- Cover to the Rick's Story collection (Aardvark-Vanaheim, 1998)
- Series: Cerebus
- Page count: 246 pages
- Publisher: Aardvark-Vanaheim

Creative team
- Writers: Dave Sim
- Artists: Dave Sim Gerhard

Original publication
- Published in: Cerebus
- Issues: 220–231
- Language: English
- ISBN: 978-0-919-35918-5

Chronology
- Preceded by: Guys (1997)
- Followed by: Going Home (2000 and 2001)

= Rick's Story =

Rick's Story is the eighth novel in Canadian cartoonist Dave Sim's Cerebus comic book series. It is made up of issues #220-231 of Cerebus. It was collected as Rick's Story in one volume in November 1998, and was the 12th collected "phonebook" volume.

Rick, Jaka's ex-husband from Jaka's Story, unexpectedly shows up in the tavern that Cerebus has inhabited for the duration of Guys. Rick is writing a book about his relationship with Jaka. He looks up to Cerebus and constantly pesters him for advice. Cerebus feels like his babysitter and constantly tries to get Rick to leave, even try to get him married off to Joanne from Minds, who has also shown up. Rick has descended into religious madness, and starts telling the story of Cerebus as an angel/demon in faux-King James Bible-style English.

==Synopsis==
Picking up where Guys left off, Cerebus is confronted with a strangely familiar face. When he can't quite figure out who this character is, he's given a hint: "You once told me that you were in love with my wife."

Rick is writing a book, entitled Rick's Story, about his breakup with Jaka. He was monogamous by nature, and it irrevocably changed him when his marriage with Jaka collapsed at the end of Jaka's Story. He has become an alcoholic, and the story he tells Cerebus of his life since last they met is convoluted and contradictory. He breaks down crying after being hit with a ball when playing Five Bar Gate. Cerebus resents becoming Rick's babysitter and desperately tries to get Rick to suck it up, be a man and get on with life, telling him to "Go on! Beat It!

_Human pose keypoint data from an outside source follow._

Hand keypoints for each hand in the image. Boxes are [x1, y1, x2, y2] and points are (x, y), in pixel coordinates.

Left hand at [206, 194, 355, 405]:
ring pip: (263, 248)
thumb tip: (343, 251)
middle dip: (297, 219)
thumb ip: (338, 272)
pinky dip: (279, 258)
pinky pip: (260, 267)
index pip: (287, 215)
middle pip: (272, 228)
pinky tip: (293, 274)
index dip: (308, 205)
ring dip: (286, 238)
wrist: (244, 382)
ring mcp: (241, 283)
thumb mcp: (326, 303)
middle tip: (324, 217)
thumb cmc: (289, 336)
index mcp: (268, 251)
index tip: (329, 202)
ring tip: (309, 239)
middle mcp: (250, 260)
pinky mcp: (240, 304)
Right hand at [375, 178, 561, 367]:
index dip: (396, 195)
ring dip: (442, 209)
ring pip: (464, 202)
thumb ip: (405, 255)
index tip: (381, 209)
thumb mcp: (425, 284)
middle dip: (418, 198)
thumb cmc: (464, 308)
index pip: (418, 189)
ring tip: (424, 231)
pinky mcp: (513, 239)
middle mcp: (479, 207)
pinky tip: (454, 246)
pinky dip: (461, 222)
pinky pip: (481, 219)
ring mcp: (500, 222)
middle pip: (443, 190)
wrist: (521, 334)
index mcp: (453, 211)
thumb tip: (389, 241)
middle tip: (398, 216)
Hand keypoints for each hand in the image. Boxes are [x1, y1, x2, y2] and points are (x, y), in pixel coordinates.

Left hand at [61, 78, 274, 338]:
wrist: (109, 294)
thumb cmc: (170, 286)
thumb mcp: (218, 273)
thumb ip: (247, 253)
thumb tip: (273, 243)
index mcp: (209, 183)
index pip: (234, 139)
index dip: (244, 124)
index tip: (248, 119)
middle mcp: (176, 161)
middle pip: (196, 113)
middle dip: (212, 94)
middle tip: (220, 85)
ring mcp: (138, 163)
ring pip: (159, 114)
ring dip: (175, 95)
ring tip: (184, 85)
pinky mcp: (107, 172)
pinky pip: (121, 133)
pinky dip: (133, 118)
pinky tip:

Scram!" which for Rick takes on the character of religious teaching. Following this, Rick begins a Cerebus-centred religion, in which Cerebus represents both god and the devil.

Rick reads out his version of the "Books of Genesis" in a style reminiscent of the King James Version of the Bible. He eventually descends into religious insanity, eventually leading to gory, drunken self-flagellation resulting in mortification.

Rick starts going out with Joanne, and Cerebus tries to convince him to leave with her. Eventually Rick leaves, but not before placing a spell on him and telling him to "go to hell", as Cerebus had told Joanne. He tells Cerebus they will see each other only one more time after that day.

Sim himself appears in the pub and talks with Cerebus, but Cerebus doesn't recognize who he is. Sim leaves Cerebus a package, which turns out to be Jaka's doll, Missy. Finally, Jaka arrives on the scene and tries to convince Cerebus to go with her to Sand Hills Creek, where Cerebus grew up. Cerebus must decide between Jaka and his male companions in the tavern. He decides on going with Jaka.

==Publication==
The story was collected in a single 246-page volume as Rick's Story in November 1998 after being serialized in issues #220-231 of Cerebus. It was the 12th "phonebook" volume. The first printing was a limited signed (by both Dave Sim and Gerhard) and numbered (out of 1000) edition. ISBN 0-919359-18-3 for that printing.

The covers of the issues displayed the current Rick's Story installment number on a bar-sign graphic which, after a turning point in the story, began to grow and engulf the cover, leaving a small bar-sign-shaped area for the actual cover drawing that shrunk every issue.

==Reception==
The book had little impact, and despite some memorable dialogue, one reader called it "the most forgettable of all the books so far", and found the faux-King James passages to be impenetrable, although at Jazz Bastards it was said to be "a chapter in the story of Cerebus that deserves a place with other respected graphic novels."